As fieldworkers, we may experience various forms of trauma, including complex trauma, vicarious trauma, and even direct trauma.  But we are not only traumatized.  We also endure.  It is not the trauma itself that validates a fieldworker’s claims to knowledge, but how we experience and make sense of it in ways that guide deeper and more attuned engagements with our work, our relationships, and ourselves.  And this, as all of the posts in this series demonstrate, cannot be accomplished alone.  It happens through relationships, through building networks, and through speaking what our discipline historically silences.  These are the motivating aims of this series.

10 Replies to “Trauma and Resilience in Ethnographic Fieldwork”

  1. Thanks for this very interesting blog.
    I would like to extend the discussion from the trauma experienced by the “researcher on his field”, as it seems here the main preoccupation, to the trauma produced by the researcher on the field participants who do not always expect or understand what it means to be part of a field. As generous or humanitarian her/his project maybe, the ethnographer often exerts a form of power over their informants/participants/observed, etc. whose potential violence, basically epistemic, develops in an asymmetric relation on the “field”, that appears to be uneven (and revealing as such the colonial conditions of the birth of ethnography). In my opinion, the field is not just a data production device but merily a complex human situation composed of transforming relations among its participants… My question would be then : who experienced in the construction of its research object to be in a double bind position, and in a true doubt, legitimate in the view of the institutions that supports the research but illegitimate in the eyes of the persons object of the research ?

  2. This is a needed contribution but I find it intriguing that Malinowski’s diaries don’t come up more often in this context. Representing the original struggle against the colonial core of the discipline.

    There are are also many studies of culture shock that I’m surprised anthropology does not reach out to.

  3. Interesting article, following a trend in recent years of paying attention to the experience of fieldwork and its effect on our mental health. I wonder if you are familiar with The New Ethnographer? They run a blog specifically devoted to exploring the impacts of challenges in fieldwork – I wrote about the impacts of sexual harassment during fieldwork on my mental health for them last year (https://thenewethnographer.org/2017/02/14/gendered-bodies-2/). Might make for interesting comparisons!

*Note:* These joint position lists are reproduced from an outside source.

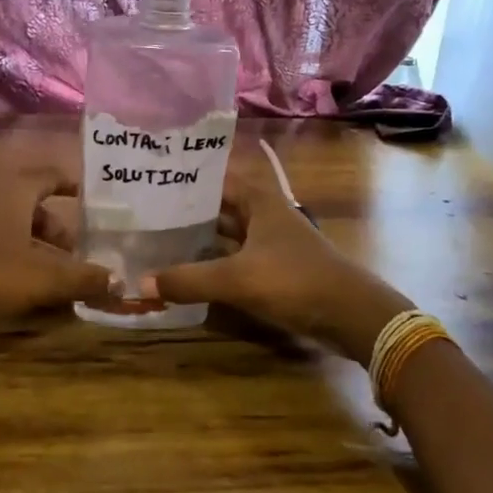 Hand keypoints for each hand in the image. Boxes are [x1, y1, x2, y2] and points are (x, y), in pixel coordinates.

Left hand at [0, 175, 112, 336]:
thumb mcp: (42, 278)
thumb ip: (82, 279)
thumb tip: (118, 281)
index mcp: (14, 194)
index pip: (50, 176)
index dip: (73, 184)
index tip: (94, 197)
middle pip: (36, 208)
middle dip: (61, 230)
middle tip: (81, 254)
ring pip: (18, 230)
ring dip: (41, 249)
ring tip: (60, 277)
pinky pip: (1, 247)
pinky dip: (21, 260)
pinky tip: (29, 289)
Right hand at [148, 178, 412, 364]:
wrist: (351, 314)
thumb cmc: (295, 280)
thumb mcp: (238, 279)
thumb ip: (189, 280)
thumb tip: (141, 283)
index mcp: (258, 199)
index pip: (214, 178)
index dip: (185, 178)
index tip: (151, 180)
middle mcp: (263, 213)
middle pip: (217, 206)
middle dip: (186, 210)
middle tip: (144, 213)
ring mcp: (269, 241)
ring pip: (225, 233)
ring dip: (198, 238)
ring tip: (157, 239)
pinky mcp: (273, 267)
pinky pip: (234, 257)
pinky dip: (212, 261)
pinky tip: (187, 270)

  4. Thank you for your contribution to this field. I am very happy to read you and understand many thoughts and events that happened to me in my last trips to Colombia and Uganda. Can we have a conversation? I am finishing my master in Techno-Anthropology in Denmark and u have some ideas for collaboration.

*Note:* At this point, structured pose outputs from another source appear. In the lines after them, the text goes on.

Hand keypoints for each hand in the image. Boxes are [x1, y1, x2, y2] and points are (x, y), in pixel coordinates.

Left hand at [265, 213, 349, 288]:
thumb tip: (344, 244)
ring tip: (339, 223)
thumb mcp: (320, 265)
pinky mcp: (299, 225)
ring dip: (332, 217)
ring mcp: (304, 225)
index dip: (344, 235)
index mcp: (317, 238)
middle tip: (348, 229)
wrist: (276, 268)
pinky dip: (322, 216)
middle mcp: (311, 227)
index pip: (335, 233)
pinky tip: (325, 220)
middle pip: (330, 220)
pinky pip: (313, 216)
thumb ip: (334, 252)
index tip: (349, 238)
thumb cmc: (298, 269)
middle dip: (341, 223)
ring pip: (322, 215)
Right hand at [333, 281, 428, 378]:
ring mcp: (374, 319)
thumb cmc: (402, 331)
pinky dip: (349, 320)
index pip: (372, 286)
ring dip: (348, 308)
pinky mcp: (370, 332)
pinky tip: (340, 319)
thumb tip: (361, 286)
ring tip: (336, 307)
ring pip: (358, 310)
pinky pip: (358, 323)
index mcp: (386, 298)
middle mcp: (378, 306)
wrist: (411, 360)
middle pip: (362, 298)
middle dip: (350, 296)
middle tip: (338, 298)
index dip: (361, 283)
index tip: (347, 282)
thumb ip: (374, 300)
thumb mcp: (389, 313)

  5. Awsome. Anxiously waiting for the upcoming three first posts.

  6. Thank you for writing this. For many of my architecture research colleagues (during PhD and post-PhD) whose work involves elements of social and cultural issues, these challenges are often shared and exchanged only among close-knit friends instead of being addressed within the institutions we are affiliated with. Looking forward to seeing more of this type of discussion.